Notas sobre uma questão jurídica

Róger Badalum me faz esta observação:

Talvez o problema esteja no CNPJ, que deve ter sua pessoalidade fundada no CPF, e não numa sociedade de anônimos. Será que, principalmente com o advento da internet, teríamos realmente algo que ainda justifique uma sociedade de anônimos? Será que teríamos algo que justifique que uma sociedade seja dona de outra? Enfim, O que realmente levaria o capitalismo a uma impessoalidade? Não estaria todo o problema na insuficiência do judiciário, na impunidade? Onde, precisamente, teríamos problemas na Escola Austríaca? Pois, sinceramente, não vejo outra estrutura governamental que não seja aquela montada em cima de uma estrutura capitalista.

Eu respondo:

1) Bom, até onde sei, uma sociedade, de responsabilidade limitada, necessita da affectio societatis, de modo a ser constituída.

2) Uma sociedade anônima tem sua affectio societatis fundada na junção de vários capitais associados - e esta sociedade é movida pelo dinheiro.

3) Se o CNPJ fosse vinculado ao CPF, isso acabaria com a sociedade anônima. Pois o CNPJ seria acessório do CPF, e acessório segue a sorte do principal. É o que acontece hoje com as empresas de responsabilidade limitada de firma individual, uma das inovações do Novo Código Civil.

4) Como moramos numa sociedade de impessoais, onde as pessoas não amam e não rejeitam as mesmas coisas tendo por Cristo fundamento, então abrir um empreendimento se torna dificil - e o fato de haverem alterado a legislação favorece a adoção de uma economia personalista.

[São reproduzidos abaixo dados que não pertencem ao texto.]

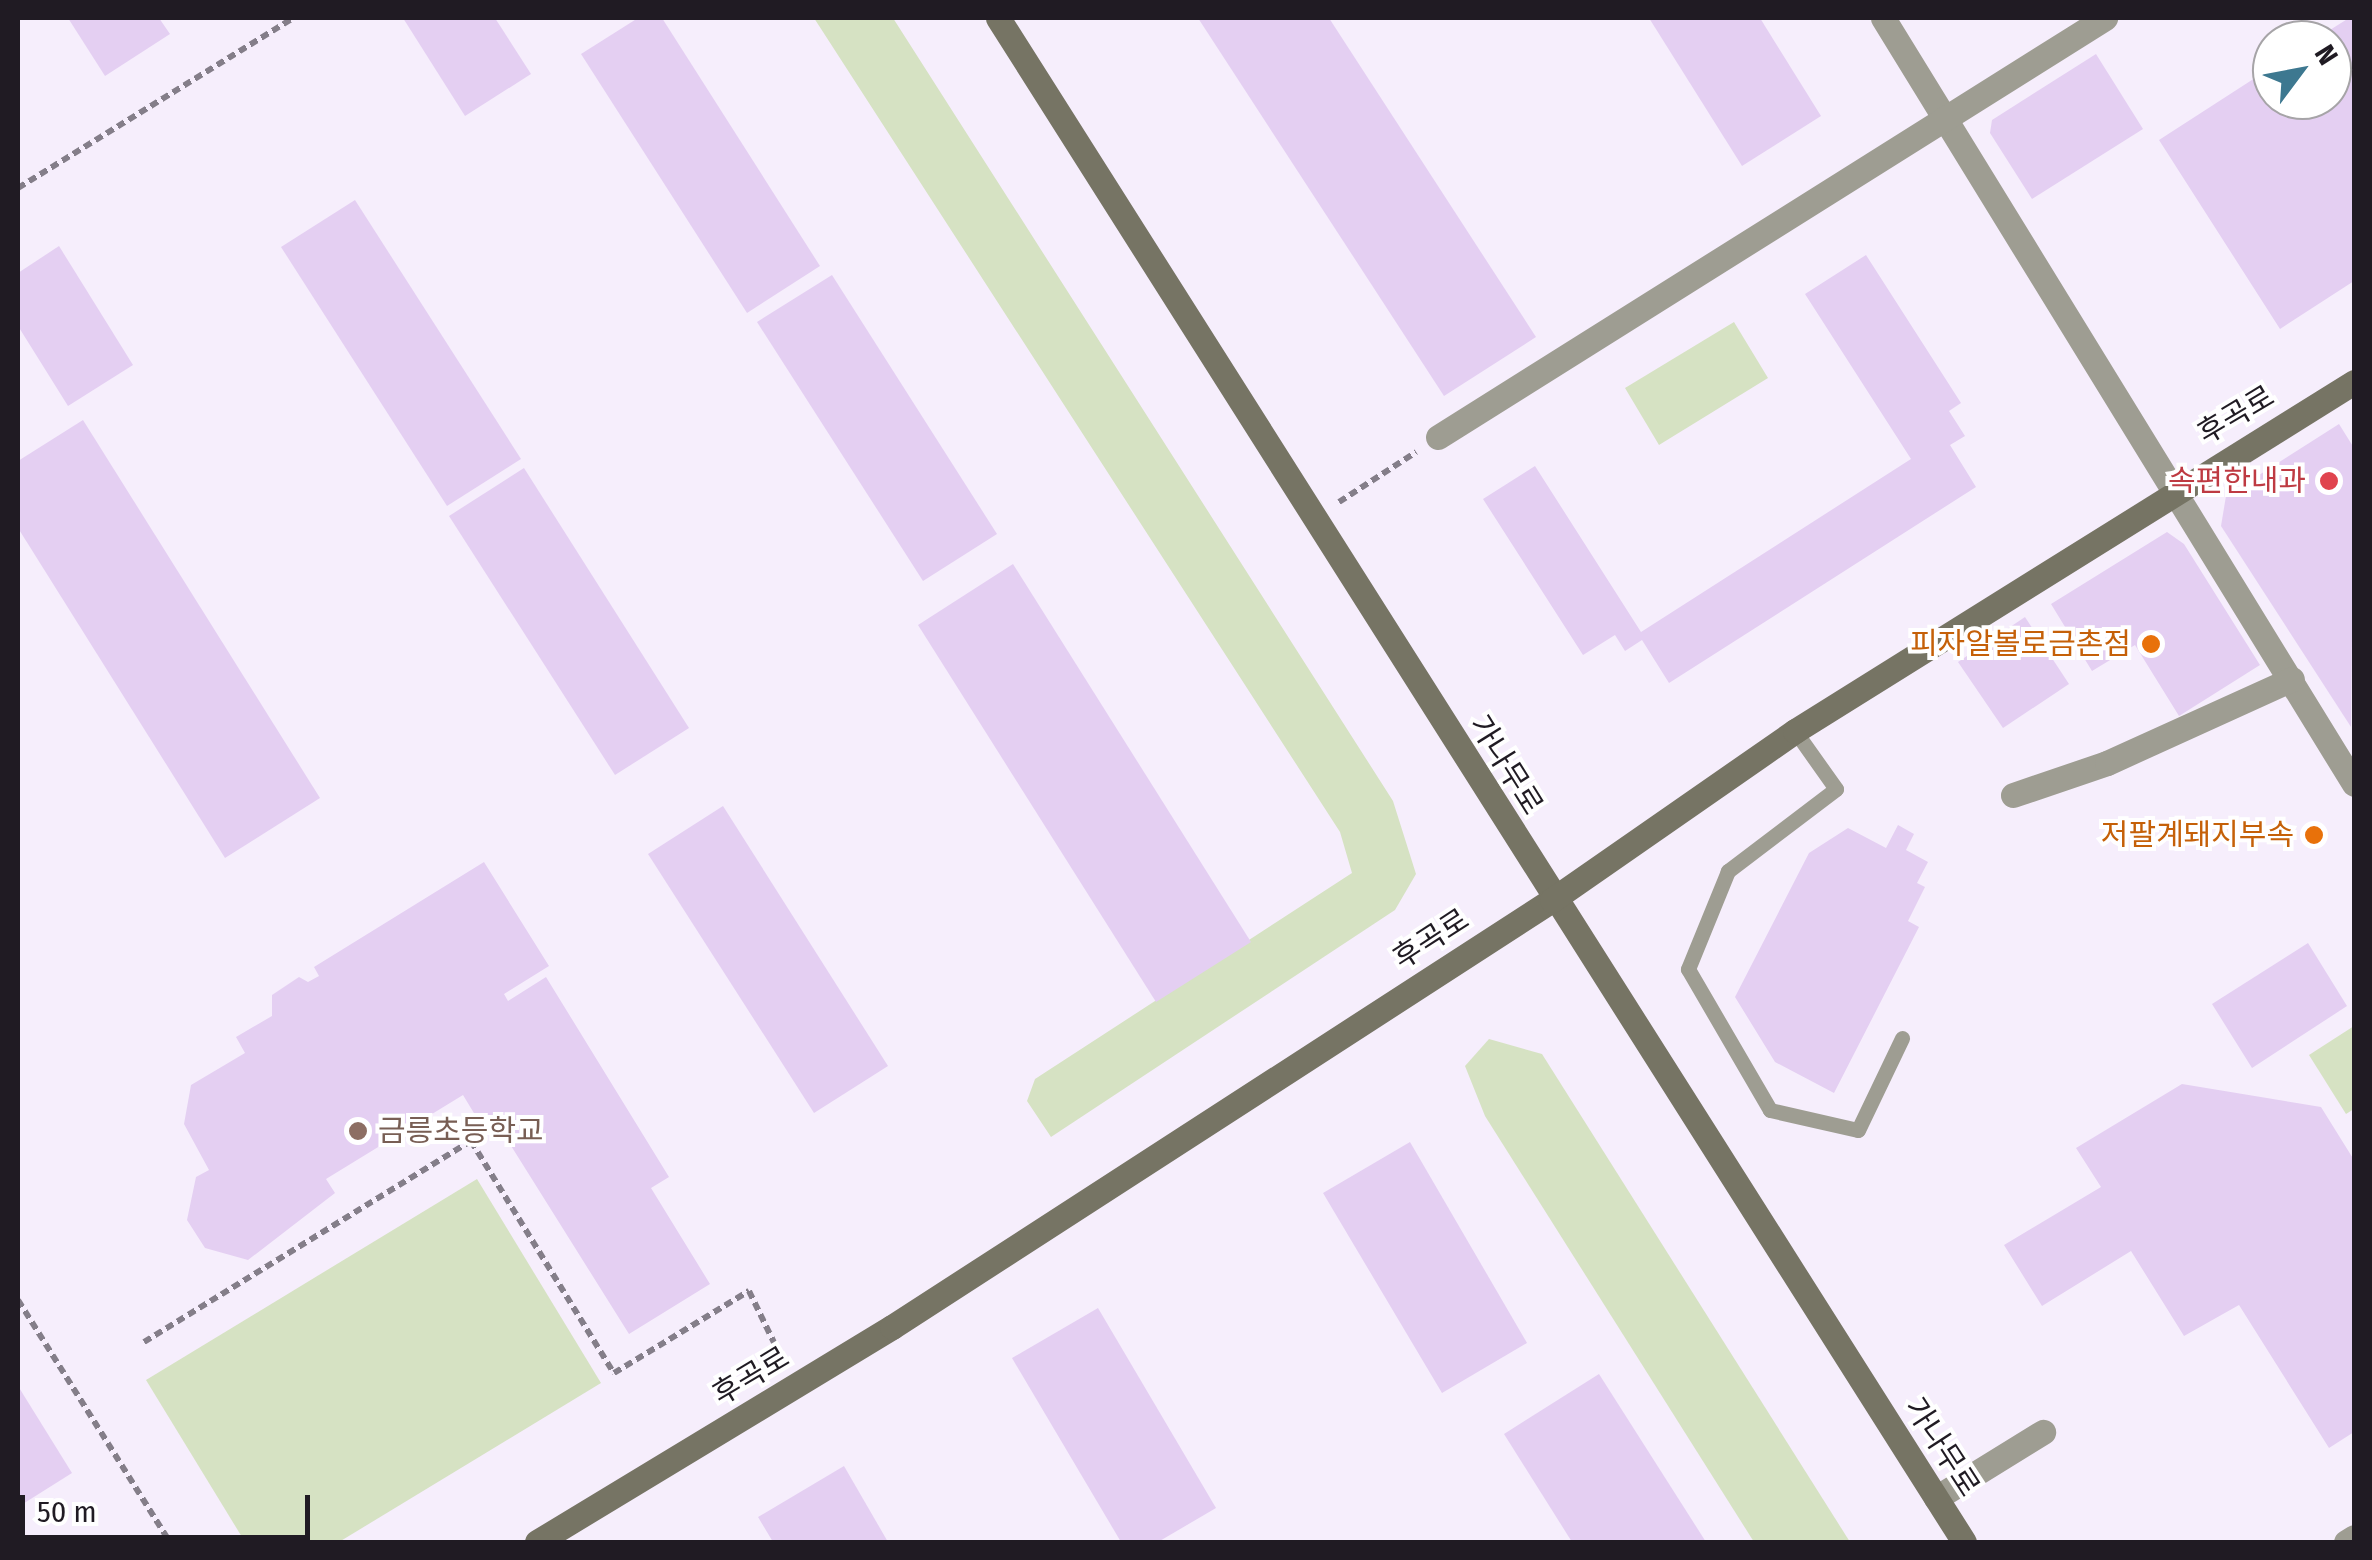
<!DOCTYPE html>
<html>
<head>
<meta charset="utf-8">
<style>
	body { margin:0 }
	#map { position:relative; width:2372px; height:1560px; overflow:hidden; background:#f6eefc; font-family:"Fira Sans Condensed","Noto Sans KR",sans-serif }
	div>[style] { position:absolute }
	[style*='--x'] { left:calc(var(--x)*1px); top:calc(var(--y)*1px); width:calc(var(--w)*1px); rotate:calc(var(--a)*1deg) }
	.green>* { inset:0; background:#d6e2c3 }
	.building>* { inset:0; background:#e4cff2 }
	.path>* { height:6px; margin-top:-3px; transform-origin:0; background:repeating-linear-gradient(90deg,#847e89 0 8px,transparent 0 13px) }
	.lane>* { height:15px; margin:-7.5px; padding:0 7.5px; transform-origin:7.5px; border-radius:7.5px; background:#9e9d92 }
	.street>* { height:25px; margin:-12.5px; padding:0 12.5px; transform-origin:12.5px; border-radius:12.5px; background:#9e9d92 }
	.secondary>* { height:25px; margin:-12.5px; padding:0 12.5px; transform-origin:12.5px; border-radius:12.5px; background:#767464 }
	.dots>* { width:28px; height:28px; translate:-50% -50%; box-sizing:border-box; border:5px solid #fff; border-radius:50% }
	span { translate:-50% -50%; white-space:nowrap; text-align:center; line-height:1.15; -webkit-text-stroke:8px #fff; paint-order:stroke }
	.street-label { font-size:30px; color:#201b23 }
	.health-label { font-size:30px; color:#be3a42 }
	.right { translate:-100% -50%; text-align:right }
	.food-label { font-size:30px; color:#c56008 }
	.education-label { font-size:30px; color:#785e54 }
	.left { translate:0 -50%; text-align:left }
	.frame { position:absolute; inset:0; border:20px solid #201b23; pointer-events:none }
	.north { position:absolute; left:2252px; top:20px; width:100px; height:100px; box-sizing:border-box; background:#fff; border:2px solid #a6a4a7; border-radius:50%; rotate:58deg; font-size:28px; font-weight:700; line-height:40px; text-align:center; color:#201b23 }
	.north::after { content:''; display:block; margin:auto; width:35px; height:45px; background:#3d7890; clip-path:polygon(50% 0,100% 100%,50% 72%,0 100%) }
	.scale { position:absolute; left:20px; top:1495px; width:290px; height:45px; box-sizing:border-box; border:5px solid #201b23; border-top:0; padding-left:12px; font-size:30px; line-height:35px; white-space:nowrap; color:#201b23; -webkit-text-stroke:8px #fff; paint-order:stroke }
</style>
</head>
<body>
<div id="map">
	<div class="green">
		<div style="clip-path:polygon(814px 18px,893px 18px,1393px 801px,1416px 874px,1395px 910px,1051px 1137px,1027px 1101px,1035px 1079px,1352px 873px,1340px 832px)"></div>
		<div style="clip-path:polygon(1734px 322px,1768px 378px,1659px 445px,1625px 388px)"></div>
		<div style="clip-path:polygon(2354px 1026px,2354px 1109px,2346px 1114px,2309px 1055px)"></div>
		<div style="clip-path:polygon(1489px 1039px,1542px 1054px,1850px 1542px,1754px 1542px,1485px 1116px,1465px 1066px)"></div>
		<div style="clip-path:polygon(477px 1179px,601px 1383px,339px 1542px,245px 1542px,146px 1380px)"></div>
	</div>
	<div class="building">
		<div style="clip-path:polygon(68px 18px,159px 18px,170px 34px,105px 76px)"></div>
		<div style="clip-path:polygon(403px 18px,495px 18px,531px 74px,465px 116px)"></div>
		<div style="clip-path:polygon(638px 18px,662px 18px,820px 266px,747px 313px,581px 54px)"></div>
		<div style="clip-path:polygon(1198px 18px,1329px 18px,1536px 337px,1444px 396px)"></div>
		<div style="clip-path:polygon(1649px 18px,1760px 18px,1821px 116px,1742px 166px)"></div>
		<div style="clip-path:polygon(2349px 18px,2354px 18px,2354px 281px,2280px 329px,2159px 140px,2272px 67px,2272px 100px,2332px 100px,2332px 40px,2314px 40px)"></div>
		<div style="clip-path:polygon(2096px 54px,2143px 129px,2032px 199px,1990px 133px,1992px 120px)"></div>
		<div style="clip-path:polygon(355px 200px,521px 459px,447px 506px,281px 247px)"></div>
		<div style="clip-path:polygon(59px 246px,133px 365px,68px 406px,18px 326px,18px 273px)"></div>
		<div style="clip-path:polygon(1866px 255px,1961px 403px,1949px 411px,1965px 436px,1950px 445px,1976px 487px,1669px 683px,1642px 640px,1625px 651px,1615px 635px,1583px 655px,1483px 499px,1535px 466px,1641px 632px,1911px 459px,1805px 294px)"></div>
		<div style="clip-path:polygon(832px 275px,997px 534px,923px 581px,757px 322px)"></div>
		<div style="clip-path:polygon(83px 420px,320px 798px,225px 858px,18px 528px,18px 461px)"></div>
		<div style="clip-path:polygon(2339px 424px,2354px 448px,2351px 727px,2221px 526px,2226px 496px)"></div>
		<div style="clip-path:polygon(524px 468px,689px 728px,615px 775px,449px 516px)"></div>
		<div style="clip-path:polygon(2167px 532px,2184px 544px,2260px 665px,2179px 716px,2135px 645px,2092px 671px,2051px 604px)"></div>
		<div style="clip-path:polygon(1013px 564px,1251px 942px,1156px 1002px,918px 625px)"></div>
		<div style="clip-path:polygon(2025px 617px,2069px 684px,2003px 728px,1958px 662px)"></div>
		<div style="clip-path:polygon(723px 806px,888px 1066px,814px 1113px,648px 854px)"></div>
		<div style="clip-path:polygon(1898px 825px,1914px 834px,1906px 850px,1928px 862px,1917px 883px,1925px 887px,1908px 921px,1919px 927px,1834px 1093px,1775px 1062px,1735px 997px,1809px 853px,1848px 828px,1886px 848px)"></div>
		<div style="clip-path:polygon(484px 862px,549px 966px,504px 994px,508px 1001px,546px 977px,669px 1177px,651px 1188px,710px 1284px,629px 1334px,498px 1125px,486px 1133px,463px 1095px,326px 1179px,335px 1193px,248px 1260px,205px 1248px,187px 1220px,196px 1177px,209px 1170px,184px 1124px,191px 1085px,245px 1053px,236px 1037px,272px 1016px,272px 995px,299px 977px,308px 982px,319px 976px,314px 967px)"></div>
		<div style="clip-path:polygon(2308px 943px,2347px 1006px,2252px 1068px,2212px 1004px)"></div>
		<div style="clip-path:polygon(2182px 1084px,2321px 1107px,2354px 1160px,2354px 1432px,2329px 1448px,2239px 1305px,2184px 1336px,2131px 1251px,2042px 1306px,2004px 1245px,2101px 1187px,2076px 1148px)"></div>
		<div style="clip-path:polygon(1410px 1142px,1527px 1343px,1442px 1393px,1323px 1193px)"></div>
		<div style="clip-path:polygon(1098px 1308px,1216px 1508px,1158px 1542px,1121px 1542px,1012px 1358px)"></div>
		<div style="clip-path:polygon(1599px 1374px,1706px 1542px,1572px 1542px,1504px 1434px)"></div>
		<div style="clip-path:polygon(18px 1386px,72px 1473px,18px 1507px)"></div>
		<div style="clip-path:polygon(844px 1466px,888px 1542px,773px 1542px,758px 1517px)"></div>
	</div>
	<div class="path">
		<div style="--x:18;--y:188;--w:323;--a:-31.7"></div>
		<div style="--x:1339;--y:502;--w:92;--a:-33"></div>
		<div style="--x:18;--y:1300;--w:286;--a:57.9"></div>
		<div style="--x:144;--y:1342;--w:384;--a:-31.6"></div>
		<div style="--x:471;--y:1141;--w:273;--a:58.4"></div>
		<div style="--x:614;--y:1373;--w:158;--a:-31.3"></div>
		<div style="--x:749;--y:1291;--w:76;--a:64.1"></div>
	</div>
	<div class="lane">
		<div style="--x:1795;--y:731;--w:71;--a:54.7"></div>
		<div style="--x:1836;--y:789;--w:136;--a:142.8"></div>
		<div style="--x:1728;--y:871;--w:106;--a:112.2"></div>
		<div style="--x:1688;--y:969;--w:163;--a:59.8"></div>
		<div style="--x:1770;--y:1110;--w:90;--a:12.8"></div>
		<div style="--x:1858;--y:1130;--w:102;--a:-64.4"></div>
	</div>
	<div class="street">
		<div style="--x:1883;--y:18;--w:899;--a:58.41"></div>
		<div style="--x:1438;--y:437;--w:788;--a:-32.14"></div>
		<div style="--x:2013;--y:795;--w:99;--a:-18.8"></div>
		<div style="--x:2107;--y:763;--w:203;--a:-24.4"></div>
		<div style="--x:1936;--y:1498;--w:126;--a:-31.7"></div>
		<div style="--x:2346;--y:1542;--w:9;--a:-32"></div>
	</div>
	<div class="secondary">
		<div style="--x:998;--y:18;--w:1804;--a:57.63"></div>
		<div style="--x:537;--y:1542;--w:415;--a:-31.2"></div>
		<div style="--x:892;--y:1327;--w:786;--a:-32.9"></div>
		<div style="--x:1552;--y:900;--w:296;--a:-34.8"></div>
		<div style="--x:1795;--y:731;--w:659;--a:-31.98"></div>
	</div>
	<div class="dots">
		<div style="left:2329px;top:481px;background:#e0444e"></div>
		<div style="left:2151px;top:644px;background:#e8710a"></div>
		<div style="left:2314px;top:835px;background:#e8710a"></div>
		<div style="left:358px;top:1131px;background:#8d6e63"></div>
	</div>
	<div class="street-label">
		<span style="left:2236px;top:415px;rotate:-31deg">후곡로</span>
		<span style="left:1506px;top:765px;rotate:58deg">가나무로</span>
		<span style="left:1431px;top:939px;rotate:-33deg">후곡로</span>
		<span style="left:751px;top:1376px;rotate:-31deg">후곡로</span>
		<span style="left:1942px;top:1447px;rotate:57deg">가나무로</span>
	</div>
	<div class="health-label">
		<span class="right" style="left:2306px;top:481px">속편한내과</span>
	</div>
	<div class="food-label">
		<span class="right" style="left:2131px;top:644px">피자알볼로금촌점</span>
		<span class="right" style="left:2294px;top:835px">저팔계돼지부속</span>
	</div>
	<div class="education-label">
		<span class="left" style="left:378px;top:1131px">금릉초등학교</span>
	</div>
	<div class="frame"></div>
	<div class="north">N</div>
	<div class="scale">50 m</div>
</div>
</body>
</html>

5) O simples fato de o filho do empresário nascer com CPF é um indicativo de que a empresa terá um sucessor, dentro do âmbito da própria família, pois interessa ao governo proteger os empregos e a economia da população diante de uma crise de sucessão em que a empresa se torna acéfala, passando a sofrer intervenção judicial por conta disso.

6) A própria alegação de as crianças nascerem com CPF parte do fato de que as empresas têm direito a um sucessor. E por pragmatismo e por igualitarismo, todas as crianças nascerão com CPF, sejam elas filhas de empresário ou não. 

7) Isso fará com que o direito sucessório seja mais vigiado, pois boa parte da arrecadação vem de impostos decorrentes de transmissões de bens e direitos entre vivos e por conta da morte do titular da empresa. E uma constante vigilância nas sucessões tende a aumentar ainda mais o imposto sobre a herança. Isso é um indicativo, nesta direção.

8) A questão sucessória é matéria de ordem pública e a tendência é uma maior judicialização do direito privado, exercido dentro do âmbito da família. Considerando que o PT está destruindo a família, então a tendência é que toda a economia fique nas mãos do Estado. E isso é terrível!

Por que o anabatismo deveria ser proibido?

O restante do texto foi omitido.